What should a SillyTavern card import flow preserve?
A SillyTavern-style card import flow should preserve the character name, description, personality, scenario, first message, example dialogue, tags, avatar, creator notes, and source metadata when those fields are available. The app should then let the creator review the result before public publishing. Private import is important because exported cards often need cleanup, tag normalization, or a new short description before they work well in a searchable public catalog.
Ключевые выводы
- Import is not the end of creation; review and test chats are still necessary.
- Private visibility helps creators clean up imported cards before publishing.
- Tags and short descriptions matter more on web discovery pages than in a local archive.
Import should preserve structure
A character card import flow is valuable because it saves creators from rebuilding identity, scenario, and opening-message fields by hand. The imported data should map into the app's native card fields whenever possible.
The web product should still treat imported data as a draft. A local card that works in one environment may need a shorter public description, cleaner tags, or safer visibility before it belongs in discovery.
Private drafts make migration safer
Creators often have older cards, experimental cards, or private roleplay setups that should not appear publicly. Private import lets them move those cards into the app while deciding what should stay personal.
OnlyKin supports private creation and import workflows so migration can happen without immediately turning every card into public content.
Review tags and short descriptions
A card archive and a discovery feed have different needs. In a feed, users rely on names, tags, avatars, and short descriptions to decide what to open.
After import, creators should add tags that match the actual scene and write a short description that explains the character's appeal without dumping the whole prompt.

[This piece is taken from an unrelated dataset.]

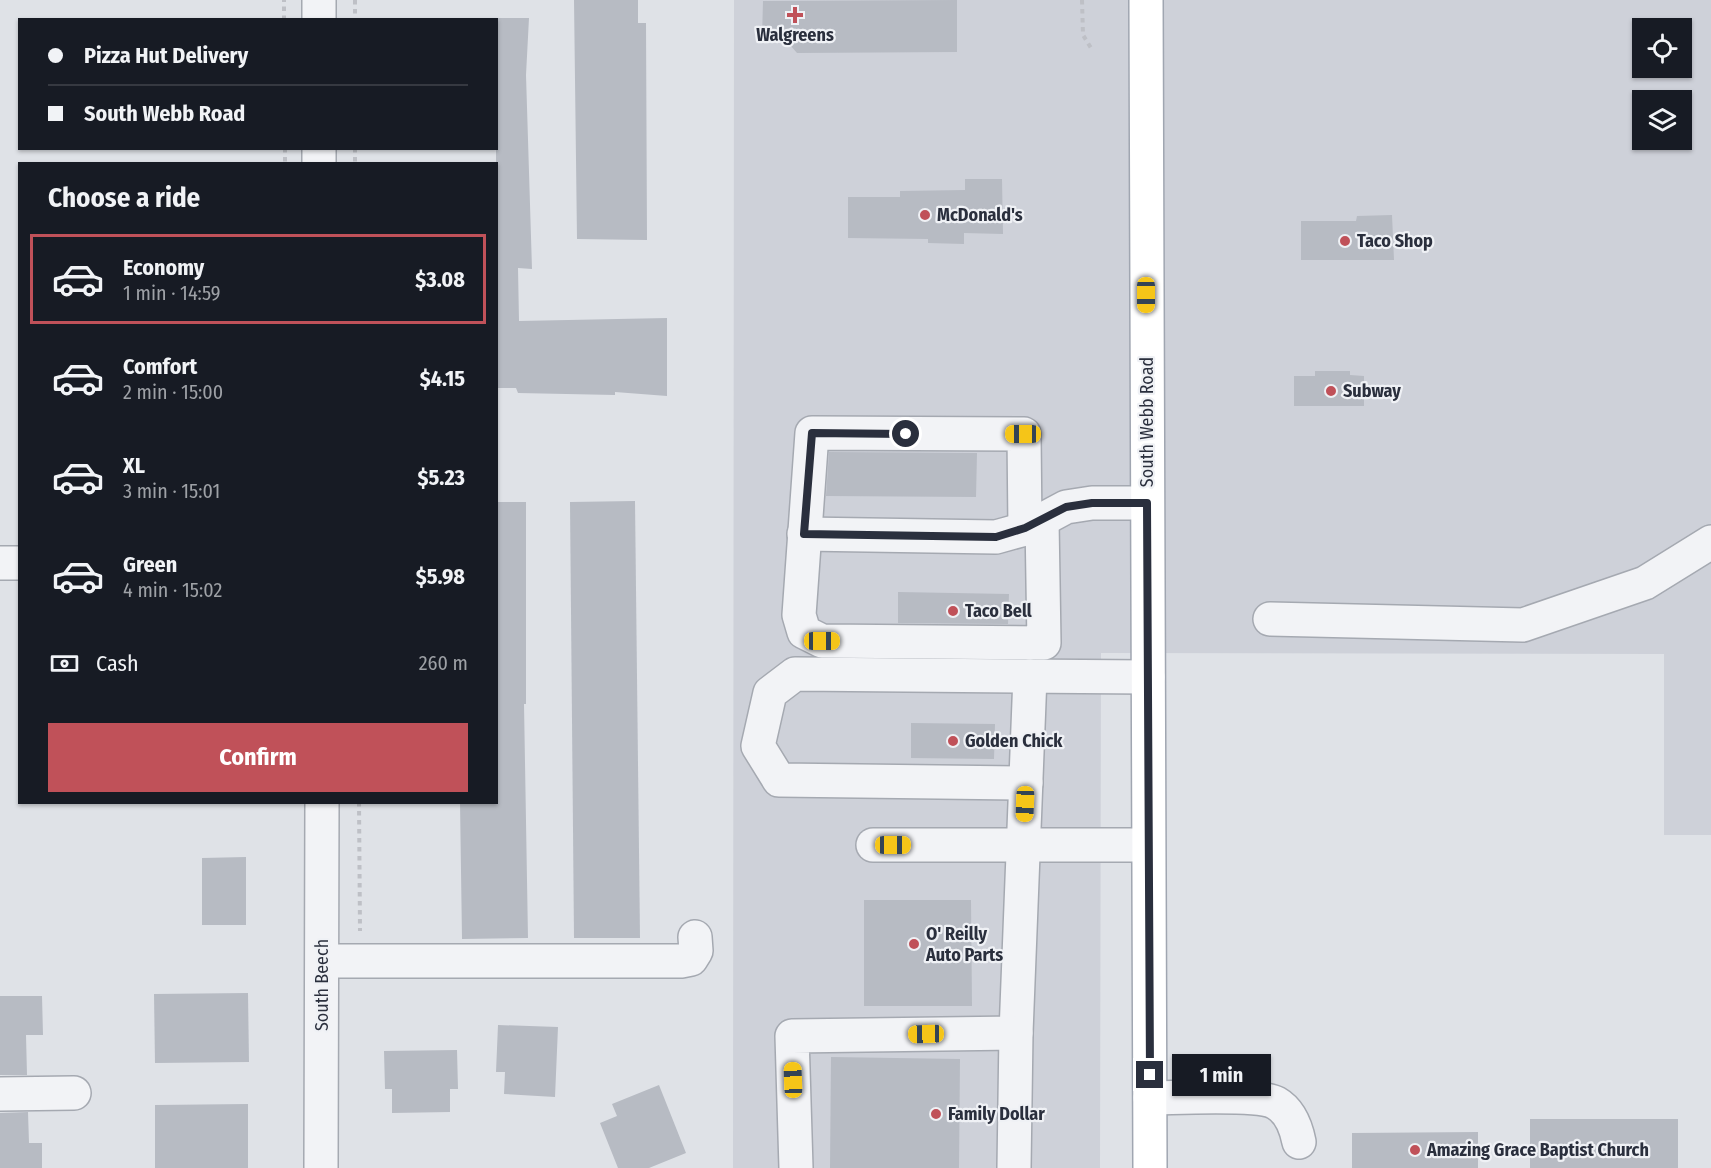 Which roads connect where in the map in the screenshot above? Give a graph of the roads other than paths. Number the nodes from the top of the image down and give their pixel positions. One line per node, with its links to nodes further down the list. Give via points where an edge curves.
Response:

Test the opening scene before publishing
The fastest way to find import issues is to start a private test chat. If the character does not understand the relationship, tone, or initial situation, the card fields probably need cleanup.
A good import workflow should make this easy: import, review, test privately, revise, and then publish when the first screen is clear enough for a new user.
FAQ
Should imported character cards be public immediately?
Not always. Imported cards often need review, clearer tags, avatar checks, and an opening-message test before public discovery.
Why support both PNG and JSON character card imports?
PNG card exports can bundle metadata with an image, while JSON exports are easier to inspect and transform. Supporting both makes migration smoother for creators.